[Stored records]
----------------

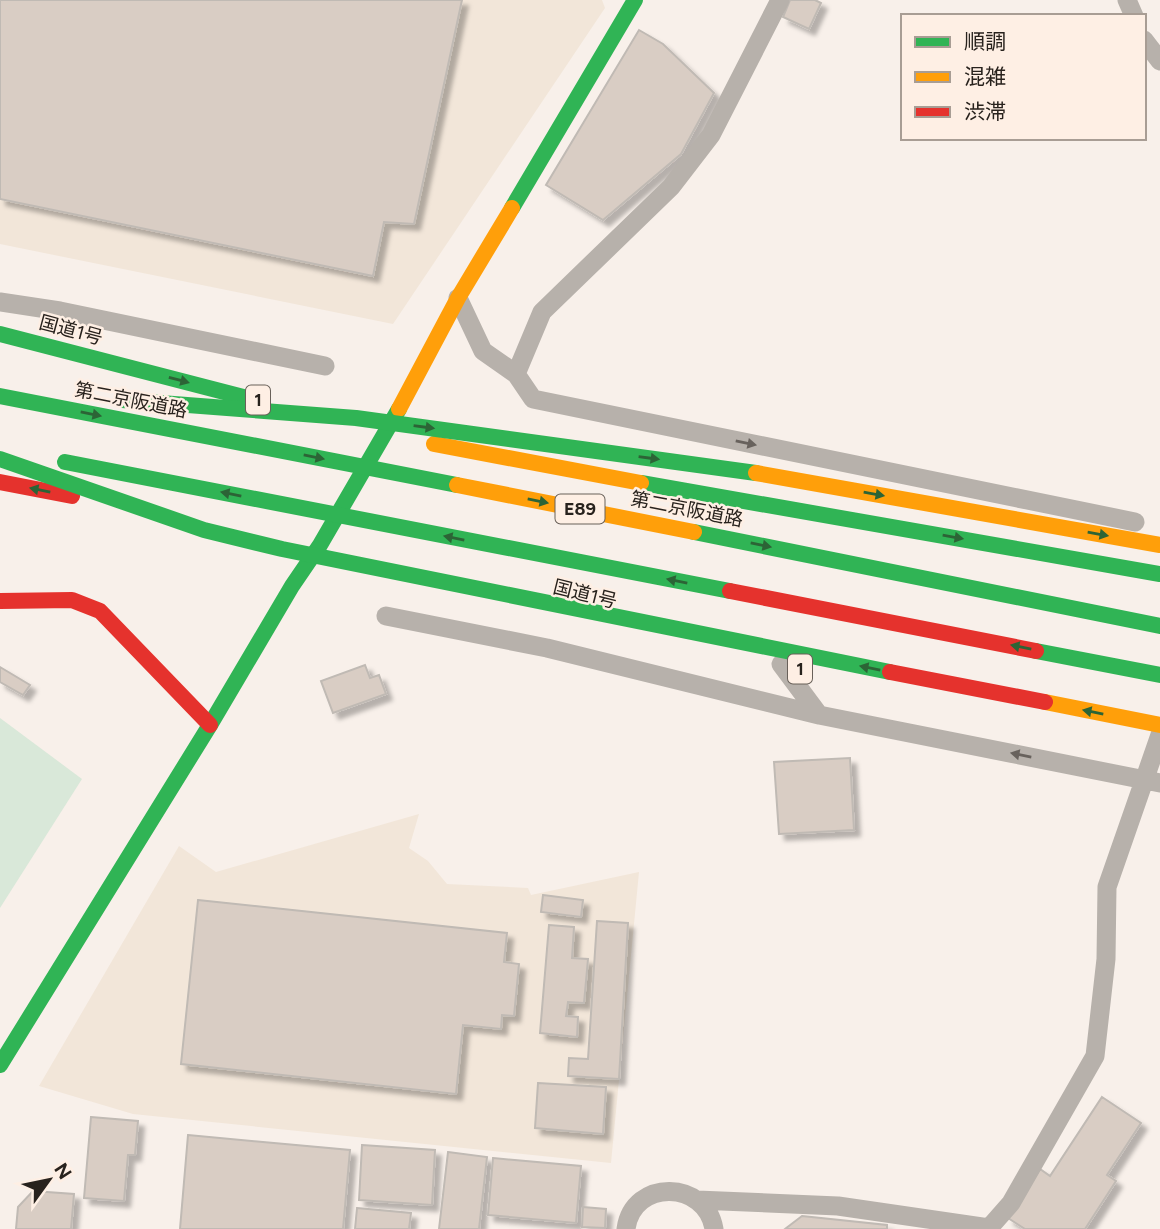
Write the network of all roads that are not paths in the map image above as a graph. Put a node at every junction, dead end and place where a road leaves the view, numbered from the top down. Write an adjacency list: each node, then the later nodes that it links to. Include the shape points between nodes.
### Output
1 (635, 0): 5 (main road)
2 (780, 0): 10 (street, via 711,135 671,187 541,312)
3 (1146, 45): 4 (street)
4 (1160, 61)
5 (458, 298): 10 (street, via 483,351); 13 (main road)
6 (0, 302): 9 (street)
7 (0, 325): 8 (street)
8 (9, 336): 13 (main road, 国道1号 / 1, one-way to 13)
9 (326, 366)
10 (516, 374): 17 (street, one-way to 17, via 533,399)
11 (0, 390): 19 (main road, one-way to 19, bridge, via 356,418 758,473)
12 (0, 396): 23 (main road, 第二京阪道路 / E89, one-way to 23, bridge)
13 (386, 434): 18 (main road); 20 (main road, 国道1号 / 1, one-way to 20)
14 (0, 449): 25 (main road, one-way to 14, bridge)
15 (0, 459): 28 (main road, one-way to 15, bridge, via 269,546 204,530)
16 (0, 482): 18 (main road, 国道1号 / 1, one-way to 16)
17 (1160, 528)
18 (320, 545): 24 (main road, 国道1号 / 1, bridge, via 441,580); 29 (main road)
19 (1160, 545)
20 (1160, 574)
21 (0, 601): 29 (main road, via 72,600 100,611)
22 (386, 615): 27 (street, via 547,648)
23 (1160, 626)
24 (781, 664): 26 (main road, 国道1号 / 1); 27 (street)
25 (1160, 675)
26 (876, 686)
27 (819, 715): 33 (street, one-way to 27)
28 (1160, 724)
29 (210, 725): 34 (main road)
30 (1160, 735): 33 (street)
31 (1133, 743): 32 (main road)
32 (1160, 749)
33 (1152, 781): 35 (street, via 1107,887 1106,959 1094,1056 1011,1203 989,1228 838,1206)
34 (0, 1065)
35 (697, 1200): 36 (street, via 677,1192 656,1193 633,1210); 37 (street, via 708,1211)
36 (626, 1229)
37 (714, 1229)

----------------

WORK TO BE COMPLETED -
For this exercise, return the data above exactly and leave every picture out.

SOLUTION TO THIS PROBLEM -
Write the network of all roads that are not paths in the map image above as a graph. Put a node at every junction, dead end and place where a road leaves the view, numbered from the top down. Write an adjacency list: each node, then the later nodes that it links to. Include the shape points between nodes.
### Output
1 (635, 0): 5 (main road)
2 (780, 0): 10 (street, via 711,135 671,187 541,312)
3 (1146, 45): 4 (street)
4 (1160, 61)
5 (458, 298): 10 (street, via 483,351); 13 (main road)
6 (0, 302): 9 (street)
7 (0, 325): 8 (street)
8 (9, 336): 13 (main road, 国道1号 / 1, one-way to 13)
9 (326, 366)
10 (516, 374): 17 (street, one-way to 17, via 533,399)
11 (0, 390): 19 (main road, one-way to 19, bridge, via 356,418 758,473)
12 (0, 396): 23 (main road, 第二京阪道路 / E89, one-way to 23, bridge)
13 (386, 434): 18 (main road); 20 (main road, 国道1号 / 1, one-way to 20)
14 (0, 449): 25 (main road, one-way to 14, bridge)
15 (0, 459): 28 (main road, one-way to 15, bridge, via 269,546 204,530)
16 (0, 482): 18 (main road, 国道1号 / 1, one-way to 16)
17 (1160, 528)
18 (320, 545): 24 (main road, 国道1号 / 1, bridge, via 441,580); 29 (main road)
19 (1160, 545)
20 (1160, 574)
21 (0, 601): 29 (main road, via 72,600 100,611)
22 (386, 615): 27 (street, via 547,648)
23 (1160, 626)
24 (781, 664): 26 (main road, 国道1号 / 1); 27 (street)
25 (1160, 675)
26 (876, 686)
27 (819, 715): 33 (street, one-way to 27)
28 (1160, 724)
29 (210, 725): 34 (main road)
30 (1160, 735): 33 (street)
31 (1133, 743): 32 (main road)
32 (1160, 749)
33 (1152, 781): 35 (street, via 1107,887 1106,959 1094,1056 1011,1203 989,1228 838,1206)
34 (0, 1065)
35 (697, 1200): 36 (street, via 677,1192 656,1193 633,1210); 37 (street, via 708,1211)
36 (626, 1229)
37 (714, 1229)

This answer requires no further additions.